The Park Service granted a contract to Philadelphia-based Aramark in 2016 to operate hotel and food concessions inside Yosemite. Those businesses brought in nearly $120 million in revenue that year, part of about $1.5 billion in proceeds generated by national park concessionaires across the country.

The Park Service took a cut of about $125 million of that grand total. But some advocates have suggested that the struggling agency, with a $12 billion backlog of capital projects, could make more if it expanded concessions.

Park Service officials said that their 15-year contract with Aramark does not give them power to overrule Starbucks or other vendors, as long as they are providing goods and services outlined in the contract.

An Aramark spokesman said the company is merely trying to respond to public demand and that the anti-Starbucks forces have mischaracterized plans for the Yosemite cafe. The coffee outlet will occupy existing space in a food service building where Peet’s Coffee previously had been offered, said Aramark’s David Freireich.

“This and the other new and improved offerings that are part of Yosemite Valley Lodge’s food court renovation are reflective of guest feedback we’ve received,” Freireich added, via email.

The only signage visible from the outside will be the Starbucks logo in the window. But that relatively low-profile was of no consolation to opponents who signed the Change.org petition:

“John Muir would roll in his grave,” one wrote of the famed naturalist and Yosemite founder. “National parks are some of the only free, clean, beautiful and pollution free places we have left,” wrote another. “Multi-billion dollar corporations don’t belong!”

Starbucks did not respond to a request for comment. There has been no indication that the corporation, valued at $87 billion, has any reservations about moving to the spot close by the Merced River. Previously, the most obvious corporate brand in the California park was Chevron, which has gas stations in Wawona, Crane Flat and El Portal.

In years past, corporations arguably carved out much bigger niches in the national parks, though their hotels and other businesses typically did not carry the names of their creators.

The Atchison, Topeka and Santa Fe Railway built a hotel on the rim of the Grand Canyon in 1905 to lure tourists West. Five years later, the family controlling the Great Northern Railway brought a string of hotels and chalets to the line that ran through Montana’s Glacier National Park, which the family helped to create.

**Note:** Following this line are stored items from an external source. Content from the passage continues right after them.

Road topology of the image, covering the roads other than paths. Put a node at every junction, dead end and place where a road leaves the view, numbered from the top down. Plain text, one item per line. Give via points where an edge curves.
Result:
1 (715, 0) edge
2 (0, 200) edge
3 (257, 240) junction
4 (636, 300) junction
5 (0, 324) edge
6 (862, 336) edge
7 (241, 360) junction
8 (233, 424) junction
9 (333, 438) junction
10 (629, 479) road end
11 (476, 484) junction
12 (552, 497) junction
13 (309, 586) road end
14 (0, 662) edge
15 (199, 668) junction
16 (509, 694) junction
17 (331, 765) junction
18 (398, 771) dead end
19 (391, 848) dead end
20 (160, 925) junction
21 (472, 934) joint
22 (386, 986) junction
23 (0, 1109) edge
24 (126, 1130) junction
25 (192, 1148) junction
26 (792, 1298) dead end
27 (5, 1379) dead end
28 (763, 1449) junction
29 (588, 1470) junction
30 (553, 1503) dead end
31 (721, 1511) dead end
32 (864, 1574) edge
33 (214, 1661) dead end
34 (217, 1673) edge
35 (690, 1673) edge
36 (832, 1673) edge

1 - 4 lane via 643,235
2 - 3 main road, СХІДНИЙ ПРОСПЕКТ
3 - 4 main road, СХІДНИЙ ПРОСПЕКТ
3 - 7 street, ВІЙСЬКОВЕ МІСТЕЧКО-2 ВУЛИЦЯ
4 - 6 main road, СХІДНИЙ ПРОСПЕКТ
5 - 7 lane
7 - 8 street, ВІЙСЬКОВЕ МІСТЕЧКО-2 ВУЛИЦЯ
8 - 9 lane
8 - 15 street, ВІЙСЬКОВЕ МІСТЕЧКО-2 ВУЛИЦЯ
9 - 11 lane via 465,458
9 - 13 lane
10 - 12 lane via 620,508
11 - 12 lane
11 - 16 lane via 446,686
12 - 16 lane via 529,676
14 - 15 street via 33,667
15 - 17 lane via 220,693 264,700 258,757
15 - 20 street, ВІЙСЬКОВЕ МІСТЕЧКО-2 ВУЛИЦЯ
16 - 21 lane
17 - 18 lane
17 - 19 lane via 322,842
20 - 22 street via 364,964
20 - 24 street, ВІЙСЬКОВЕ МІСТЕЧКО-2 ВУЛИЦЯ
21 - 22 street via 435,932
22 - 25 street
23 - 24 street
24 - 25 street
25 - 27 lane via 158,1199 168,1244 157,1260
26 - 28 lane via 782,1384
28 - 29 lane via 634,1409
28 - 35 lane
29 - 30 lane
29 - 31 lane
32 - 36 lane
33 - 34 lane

Two of the biggest concession operators in today’s national parks are also significant corporate powers. Aramark has a market capitalization of more than $11 billion. It operates businesses in Denali, Glenn Canyon, Mesa Verde and Glacier Bay national parks.

That footprint is dwarfed by the one created by the national parks’ largest concessionaire, Xanterra Parks & Resorts, which runs businesses in Yellowstone, Grand Canyon, Zion, Crater Lake, Rocky Mountain and Petrified Forest national parks and at the Mount Rushmore National Memorial. The company has more than 5,000 hotel rooms in nearly 30 locations. Xanterra was acquired in 2008 by entertainment and sports magnate Phillip Anschutz.

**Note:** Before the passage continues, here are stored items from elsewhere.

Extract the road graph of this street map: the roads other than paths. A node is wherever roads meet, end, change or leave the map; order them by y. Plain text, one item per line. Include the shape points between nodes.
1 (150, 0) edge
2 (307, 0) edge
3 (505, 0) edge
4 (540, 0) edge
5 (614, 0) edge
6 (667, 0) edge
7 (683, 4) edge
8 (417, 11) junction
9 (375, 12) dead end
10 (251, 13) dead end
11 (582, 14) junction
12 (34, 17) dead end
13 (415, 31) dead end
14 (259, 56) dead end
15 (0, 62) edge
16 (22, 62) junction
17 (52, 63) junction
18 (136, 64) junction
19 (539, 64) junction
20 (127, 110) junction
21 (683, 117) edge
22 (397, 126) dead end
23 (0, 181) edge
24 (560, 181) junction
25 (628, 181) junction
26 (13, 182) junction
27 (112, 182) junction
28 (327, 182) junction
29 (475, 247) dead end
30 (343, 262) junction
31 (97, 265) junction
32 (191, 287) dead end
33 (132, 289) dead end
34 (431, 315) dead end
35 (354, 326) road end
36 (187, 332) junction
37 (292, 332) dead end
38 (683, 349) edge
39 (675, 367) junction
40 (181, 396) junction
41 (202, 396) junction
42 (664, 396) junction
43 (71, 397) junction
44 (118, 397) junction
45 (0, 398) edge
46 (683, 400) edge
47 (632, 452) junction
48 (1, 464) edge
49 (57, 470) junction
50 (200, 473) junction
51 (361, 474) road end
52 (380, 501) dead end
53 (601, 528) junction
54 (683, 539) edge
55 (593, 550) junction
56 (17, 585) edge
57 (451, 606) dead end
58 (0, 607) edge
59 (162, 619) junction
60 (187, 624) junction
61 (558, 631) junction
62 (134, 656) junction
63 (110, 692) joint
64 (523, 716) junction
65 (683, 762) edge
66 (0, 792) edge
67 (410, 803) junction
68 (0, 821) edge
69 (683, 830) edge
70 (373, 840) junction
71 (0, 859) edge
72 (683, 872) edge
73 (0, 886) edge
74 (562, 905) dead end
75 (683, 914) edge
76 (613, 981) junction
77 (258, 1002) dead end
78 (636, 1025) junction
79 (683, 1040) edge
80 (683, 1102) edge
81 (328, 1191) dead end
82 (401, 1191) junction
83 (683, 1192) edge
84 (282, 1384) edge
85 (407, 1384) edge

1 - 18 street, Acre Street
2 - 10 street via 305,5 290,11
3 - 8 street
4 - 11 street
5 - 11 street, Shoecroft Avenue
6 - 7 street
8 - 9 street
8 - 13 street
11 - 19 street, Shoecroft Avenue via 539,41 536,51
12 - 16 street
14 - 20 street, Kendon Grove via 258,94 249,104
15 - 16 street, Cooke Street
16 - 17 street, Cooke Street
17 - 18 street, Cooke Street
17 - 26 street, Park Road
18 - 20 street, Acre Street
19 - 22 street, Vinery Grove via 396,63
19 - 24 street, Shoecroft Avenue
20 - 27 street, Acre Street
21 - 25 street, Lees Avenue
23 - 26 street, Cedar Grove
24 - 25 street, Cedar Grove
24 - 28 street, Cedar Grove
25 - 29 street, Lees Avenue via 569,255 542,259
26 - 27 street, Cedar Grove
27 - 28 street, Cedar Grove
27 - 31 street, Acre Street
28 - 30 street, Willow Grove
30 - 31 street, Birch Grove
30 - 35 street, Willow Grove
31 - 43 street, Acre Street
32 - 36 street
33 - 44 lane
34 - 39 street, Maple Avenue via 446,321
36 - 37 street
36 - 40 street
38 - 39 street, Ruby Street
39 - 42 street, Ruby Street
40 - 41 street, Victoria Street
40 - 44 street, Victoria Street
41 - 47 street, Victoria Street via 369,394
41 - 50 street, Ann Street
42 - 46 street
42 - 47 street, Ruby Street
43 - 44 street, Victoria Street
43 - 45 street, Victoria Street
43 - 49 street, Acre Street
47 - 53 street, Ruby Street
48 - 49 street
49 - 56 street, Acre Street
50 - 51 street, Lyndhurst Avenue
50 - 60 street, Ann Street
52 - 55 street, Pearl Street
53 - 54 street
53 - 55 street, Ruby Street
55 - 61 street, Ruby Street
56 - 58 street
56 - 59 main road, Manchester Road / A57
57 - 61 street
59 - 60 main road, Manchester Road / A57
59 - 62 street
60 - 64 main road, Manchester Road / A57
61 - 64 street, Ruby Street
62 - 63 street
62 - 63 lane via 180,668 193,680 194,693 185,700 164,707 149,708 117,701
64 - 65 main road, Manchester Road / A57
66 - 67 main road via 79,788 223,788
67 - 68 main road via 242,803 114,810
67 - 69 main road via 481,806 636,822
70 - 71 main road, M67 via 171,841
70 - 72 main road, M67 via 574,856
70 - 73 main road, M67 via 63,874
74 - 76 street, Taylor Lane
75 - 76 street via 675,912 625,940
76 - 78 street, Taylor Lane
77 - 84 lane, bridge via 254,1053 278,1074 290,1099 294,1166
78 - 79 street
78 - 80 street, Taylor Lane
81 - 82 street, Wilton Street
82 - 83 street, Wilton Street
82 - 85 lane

Image: The El Tovar Hotel Image: The El Tovar Hotel

The El Tovar Hotel on the South Rim of the Grand Canyon at Grand Canyon National Park, Arizona on June 25, 2010. Jon Elswick / AP file

But most of Xanterra’s hotels carrying geographical or historic names — Old Faithful Inn, Roosevelt Lodge Cabins, Zion Lodge — so visitors would have no reason to know their rooms are being provided by a corporation controlled by one of America’s wealthiest men.

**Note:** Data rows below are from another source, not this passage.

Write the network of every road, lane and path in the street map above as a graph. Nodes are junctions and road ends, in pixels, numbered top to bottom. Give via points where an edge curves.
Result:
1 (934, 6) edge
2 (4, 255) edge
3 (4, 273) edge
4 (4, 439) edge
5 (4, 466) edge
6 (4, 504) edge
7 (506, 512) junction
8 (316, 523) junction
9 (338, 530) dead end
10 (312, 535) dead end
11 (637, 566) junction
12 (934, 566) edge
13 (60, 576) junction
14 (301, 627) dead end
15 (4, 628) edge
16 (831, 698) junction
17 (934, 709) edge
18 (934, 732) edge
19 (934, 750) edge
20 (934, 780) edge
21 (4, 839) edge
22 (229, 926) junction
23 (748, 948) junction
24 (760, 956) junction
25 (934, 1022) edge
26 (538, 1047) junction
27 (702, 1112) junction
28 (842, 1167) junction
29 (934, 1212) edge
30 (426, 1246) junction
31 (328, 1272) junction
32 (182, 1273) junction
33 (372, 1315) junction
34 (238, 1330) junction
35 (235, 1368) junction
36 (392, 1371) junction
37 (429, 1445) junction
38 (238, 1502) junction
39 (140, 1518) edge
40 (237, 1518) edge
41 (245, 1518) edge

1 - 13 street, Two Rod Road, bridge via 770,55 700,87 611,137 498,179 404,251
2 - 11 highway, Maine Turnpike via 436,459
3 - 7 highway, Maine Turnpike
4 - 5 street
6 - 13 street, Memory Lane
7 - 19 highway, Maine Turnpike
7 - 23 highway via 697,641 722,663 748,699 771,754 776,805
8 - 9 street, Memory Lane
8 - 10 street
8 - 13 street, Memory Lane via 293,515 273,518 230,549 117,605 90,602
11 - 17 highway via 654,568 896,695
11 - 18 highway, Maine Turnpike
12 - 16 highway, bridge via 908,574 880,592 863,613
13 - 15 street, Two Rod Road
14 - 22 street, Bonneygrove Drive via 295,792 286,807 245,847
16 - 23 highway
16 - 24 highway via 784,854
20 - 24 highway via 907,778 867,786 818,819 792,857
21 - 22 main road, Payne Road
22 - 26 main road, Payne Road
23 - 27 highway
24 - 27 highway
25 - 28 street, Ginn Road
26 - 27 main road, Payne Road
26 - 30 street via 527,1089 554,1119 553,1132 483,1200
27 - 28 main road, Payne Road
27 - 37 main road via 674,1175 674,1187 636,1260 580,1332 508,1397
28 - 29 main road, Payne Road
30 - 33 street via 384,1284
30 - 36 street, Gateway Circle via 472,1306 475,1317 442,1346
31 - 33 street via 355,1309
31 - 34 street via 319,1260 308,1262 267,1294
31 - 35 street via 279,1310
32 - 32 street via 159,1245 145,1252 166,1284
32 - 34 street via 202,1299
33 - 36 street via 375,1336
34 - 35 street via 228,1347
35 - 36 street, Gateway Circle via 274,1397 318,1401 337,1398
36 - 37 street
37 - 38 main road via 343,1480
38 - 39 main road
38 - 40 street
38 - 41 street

Given that history, not everyone agrees that Starbucks is creating a precedent for corporate expansion inside the parks. More than one columnist has defended the park service and Aramark. “The coffee shop is to be tucked into a renovated food court at Yosemite Valley Lodge,” wrote the San Francisco Chronicle, “not carved out of a giant sequoia.”

But Brewster, the petition creator, said he and his supporters are worried.

“What comes next? An REI outlet inside the park? Or a Safeway market? Where does it stop?”